Exercise requirements
Exclude the images and repeat all remaining entries exactly.

(Items listed in a dataset)
BEGIN

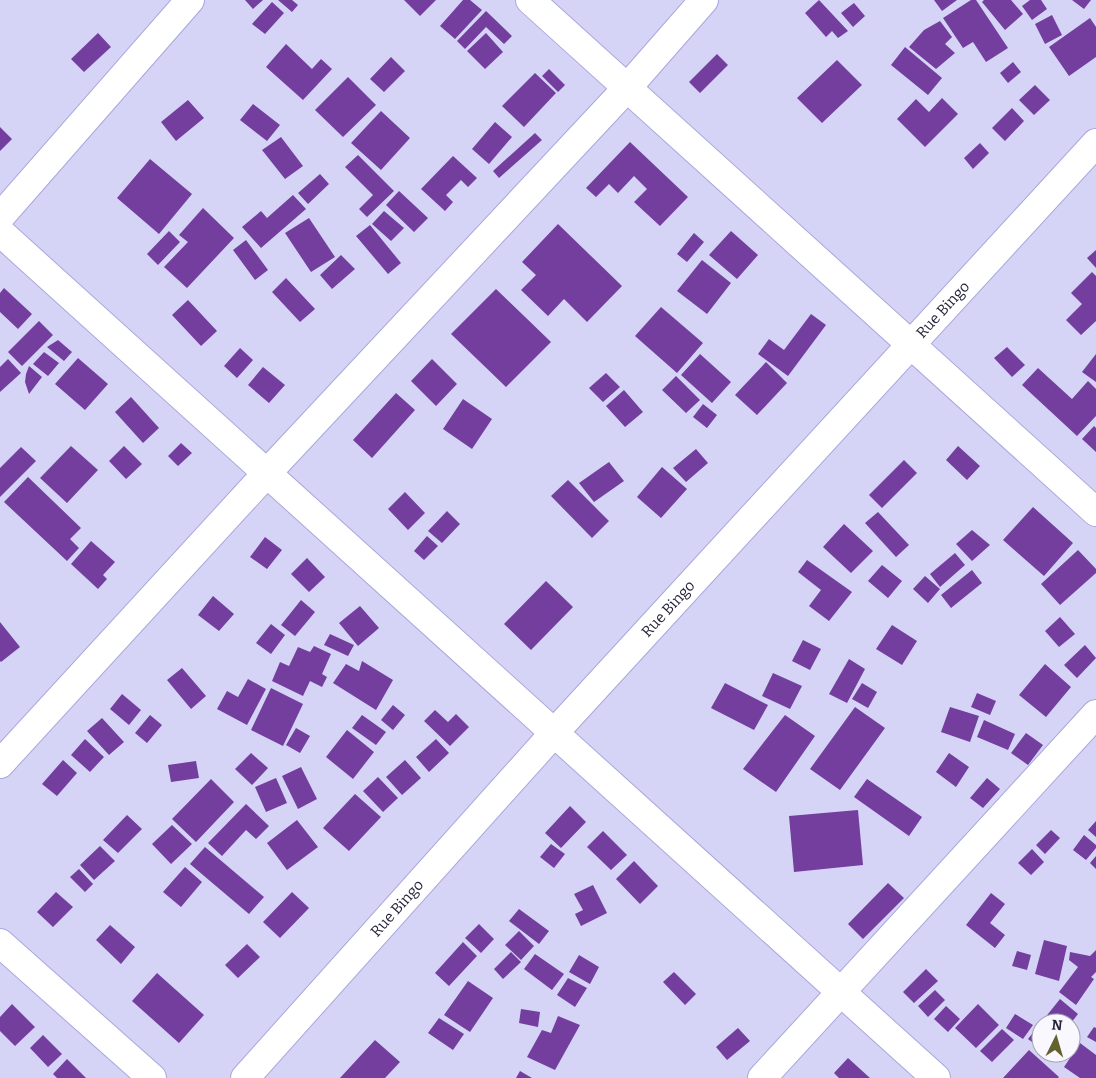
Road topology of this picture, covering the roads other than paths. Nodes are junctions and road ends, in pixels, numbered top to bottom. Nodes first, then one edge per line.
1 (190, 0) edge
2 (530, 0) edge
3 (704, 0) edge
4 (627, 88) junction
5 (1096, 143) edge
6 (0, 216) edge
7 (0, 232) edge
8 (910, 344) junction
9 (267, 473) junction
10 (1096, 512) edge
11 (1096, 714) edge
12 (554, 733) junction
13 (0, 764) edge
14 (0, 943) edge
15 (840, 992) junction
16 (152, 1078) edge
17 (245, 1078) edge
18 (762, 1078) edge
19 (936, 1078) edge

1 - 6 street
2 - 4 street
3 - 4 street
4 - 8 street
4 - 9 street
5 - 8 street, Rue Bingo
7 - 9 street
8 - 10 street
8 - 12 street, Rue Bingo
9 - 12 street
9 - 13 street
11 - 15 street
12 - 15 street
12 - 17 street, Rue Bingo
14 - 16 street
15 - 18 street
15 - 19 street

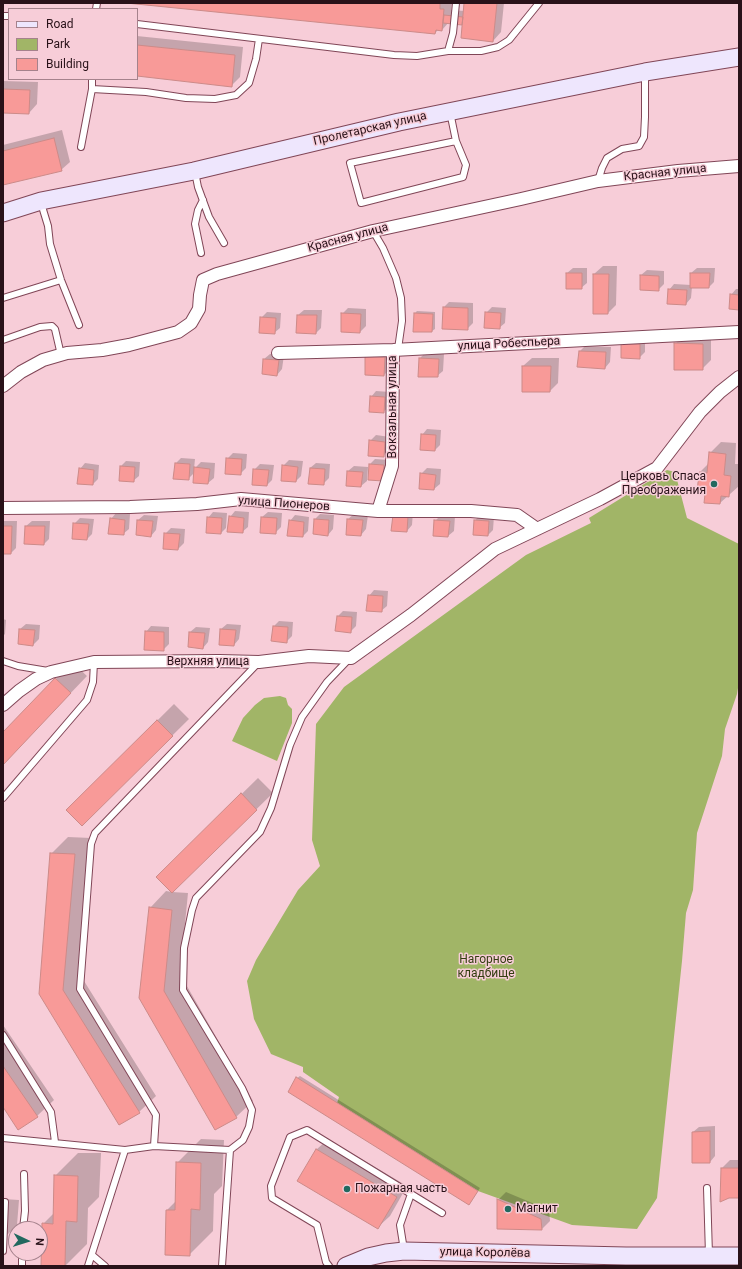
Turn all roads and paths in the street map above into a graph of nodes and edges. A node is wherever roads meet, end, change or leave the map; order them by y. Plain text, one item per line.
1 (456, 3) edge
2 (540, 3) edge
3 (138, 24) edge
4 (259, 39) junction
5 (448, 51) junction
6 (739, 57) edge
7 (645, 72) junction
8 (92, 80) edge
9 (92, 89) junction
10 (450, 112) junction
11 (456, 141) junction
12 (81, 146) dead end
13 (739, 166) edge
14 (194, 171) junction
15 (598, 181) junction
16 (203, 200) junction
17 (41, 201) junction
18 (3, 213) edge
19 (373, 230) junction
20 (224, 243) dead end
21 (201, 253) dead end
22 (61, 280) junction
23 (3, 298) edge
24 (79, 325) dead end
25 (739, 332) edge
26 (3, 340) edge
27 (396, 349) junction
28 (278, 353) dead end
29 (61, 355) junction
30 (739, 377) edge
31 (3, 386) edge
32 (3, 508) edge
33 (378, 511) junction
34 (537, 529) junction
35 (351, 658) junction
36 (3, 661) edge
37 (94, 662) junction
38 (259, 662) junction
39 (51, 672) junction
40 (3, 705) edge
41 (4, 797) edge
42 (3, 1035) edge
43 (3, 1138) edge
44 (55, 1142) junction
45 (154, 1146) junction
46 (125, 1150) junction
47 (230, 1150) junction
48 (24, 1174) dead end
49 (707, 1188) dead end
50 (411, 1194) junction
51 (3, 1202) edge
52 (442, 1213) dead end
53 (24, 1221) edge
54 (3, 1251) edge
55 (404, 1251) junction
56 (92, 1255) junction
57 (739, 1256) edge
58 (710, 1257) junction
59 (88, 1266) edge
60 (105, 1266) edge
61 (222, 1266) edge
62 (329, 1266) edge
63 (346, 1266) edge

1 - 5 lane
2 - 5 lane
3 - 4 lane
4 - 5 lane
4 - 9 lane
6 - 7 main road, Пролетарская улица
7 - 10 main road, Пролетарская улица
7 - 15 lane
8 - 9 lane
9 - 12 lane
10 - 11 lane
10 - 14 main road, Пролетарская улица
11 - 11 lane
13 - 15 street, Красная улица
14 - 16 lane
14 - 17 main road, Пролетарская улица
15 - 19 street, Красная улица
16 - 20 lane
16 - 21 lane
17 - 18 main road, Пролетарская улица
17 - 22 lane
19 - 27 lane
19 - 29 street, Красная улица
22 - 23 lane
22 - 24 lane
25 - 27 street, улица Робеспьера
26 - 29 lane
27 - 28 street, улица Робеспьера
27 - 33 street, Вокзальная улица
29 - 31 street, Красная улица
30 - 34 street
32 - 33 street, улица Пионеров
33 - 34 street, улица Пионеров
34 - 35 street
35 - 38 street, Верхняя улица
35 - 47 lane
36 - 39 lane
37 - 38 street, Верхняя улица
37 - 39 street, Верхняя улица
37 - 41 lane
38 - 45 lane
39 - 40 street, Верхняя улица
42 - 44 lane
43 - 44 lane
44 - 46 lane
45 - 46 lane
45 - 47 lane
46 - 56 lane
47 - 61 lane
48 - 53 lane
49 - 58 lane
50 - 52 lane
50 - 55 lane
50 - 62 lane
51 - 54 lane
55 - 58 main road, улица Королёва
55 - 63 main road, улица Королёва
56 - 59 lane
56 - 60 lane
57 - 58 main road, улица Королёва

END

Result of the exercise
Road topology of this picture, covering the roads other than paths. Nodes are junctions and road ends, in pixels, numbered top to bottom. Nodes first, then one edge per line.
1 (190, 0) edge
2 (530, 0) edge
3 (704, 0) edge
4 (627, 88) junction
5 (1096, 143) edge
6 (0, 216) edge
7 (0, 232) edge
8 (910, 344) junction
9 (267, 473) junction
10 (1096, 512) edge
11 (1096, 714) edge
12 (554, 733) junction
13 (0, 764) edge
14 (0, 943) edge
15 (840, 992) junction
16 (152, 1078) edge
17 (245, 1078) edge
18 (762, 1078) edge
19 (936, 1078) edge

1 - 6 street
2 - 4 street
3 - 4 street
4 - 8 street
4 - 9 street
5 - 8 street, Rue Bingo
7 - 9 street
8 - 10 street
8 - 12 street, Rue Bingo
9 - 12 street
9 - 13 street
11 - 15 street
12 - 15 street
12 - 17 street, Rue Bingo
14 - 16 street
15 - 18 street
15 - 19 street

Turn all roads and paths in the street map above into a graph of nodes and edges. A node is wherever roads meet, end, change or leave the map; order them by y. Plain text, one item per line.
1 (456, 3) edge
2 (540, 3) edge
3 (138, 24) edge
4 (259, 39) junction
5 (448, 51) junction
6 (739, 57) edge
7 (645, 72) junction
8 (92, 80) edge
9 (92, 89) junction
10 (450, 112) junction
11 (456, 141) junction
12 (81, 146) dead end
13 (739, 166) edge
14 (194, 171) junction
15 (598, 181) junction
16 (203, 200) junction
17 (41, 201) junction
18 (3, 213) edge
19 (373, 230) junction
20 (224, 243) dead end
21 (201, 253) dead end
22 (61, 280) junction
23 (3, 298) edge
24 (79, 325) dead end
25 (739, 332) edge
26 (3, 340) edge
27 (396, 349) junction
28 (278, 353) dead end
29 (61, 355) junction
30 (739, 377) edge
31 (3, 386) edge
32 (3, 508) edge
33 (378, 511) junction
34 (537, 529) junction
35 (351, 658) junction
36 (3, 661) edge
37 (94, 662) junction
38 (259, 662) junction
39 (51, 672) junction
40 (3, 705) edge
41 (4, 797) edge
42 (3, 1035) edge
43 (3, 1138) edge
44 (55, 1142) junction
45 (154, 1146) junction
46 (125, 1150) junction
47 (230, 1150) junction
48 (24, 1174) dead end
49 (707, 1188) dead end
50 (411, 1194) junction
51 (3, 1202) edge
52 (442, 1213) dead end
53 (24, 1221) edge
54 (3, 1251) edge
55 (404, 1251) junction
56 (92, 1255) junction
57 (739, 1256) edge
58 (710, 1257) junction
59 (88, 1266) edge
60 (105, 1266) edge
61 (222, 1266) edge
62 (329, 1266) edge
63 (346, 1266) edge

1 - 5 lane
2 - 5 lane
3 - 4 lane
4 - 5 lane
4 - 9 lane
6 - 7 main road, Пролетарская улица
7 - 10 main road, Пролетарская улица
7 - 15 lane
8 - 9 lane
9 - 12 lane
10 - 11 lane
10 - 14 main road, Пролетарская улица
11 - 11 lane
13 - 15 street, Красная улица
14 - 16 lane
14 - 17 main road, Пролетарская улица
15 - 19 street, Красная улица
16 - 20 lane
16 - 21 lane
17 - 18 main road, Пролетарская улица
17 - 22 lane
19 - 27 lane
19 - 29 street, Красная улица
22 - 23 lane
22 - 24 lane
25 - 27 street, улица Робеспьера
26 - 29 lane
27 - 28 street, улица Робеспьера
27 - 33 street, Вокзальная улица
29 - 31 street, Красная улица
30 - 34 street
32 - 33 street, улица Пионеров
33 - 34 street, улица Пионеров
34 - 35 street
35 - 38 street, Верхняя улица
35 - 47 lane
36 - 39 lane
37 - 38 street, Верхняя улица
37 - 39 street, Верхняя улица
37 - 41 lane
38 - 45 lane
39 - 40 street, Верхняя улица
42 - 44 lane
43 - 44 lane
44 - 46 lane
45 - 46 lane
45 - 47 lane
46 - 56 lane
47 - 61 lane
48 - 53 lane
49 - 58 lane
50 - 52 lane
50 - 55 lane
50 - 62 lane
51 - 54 lane
55 - 58 main road, улица Королёва
55 - 63 main road, улица Королёва
56 - 59 lane
56 - 60 lane
57 - 58 main road, улица Королёва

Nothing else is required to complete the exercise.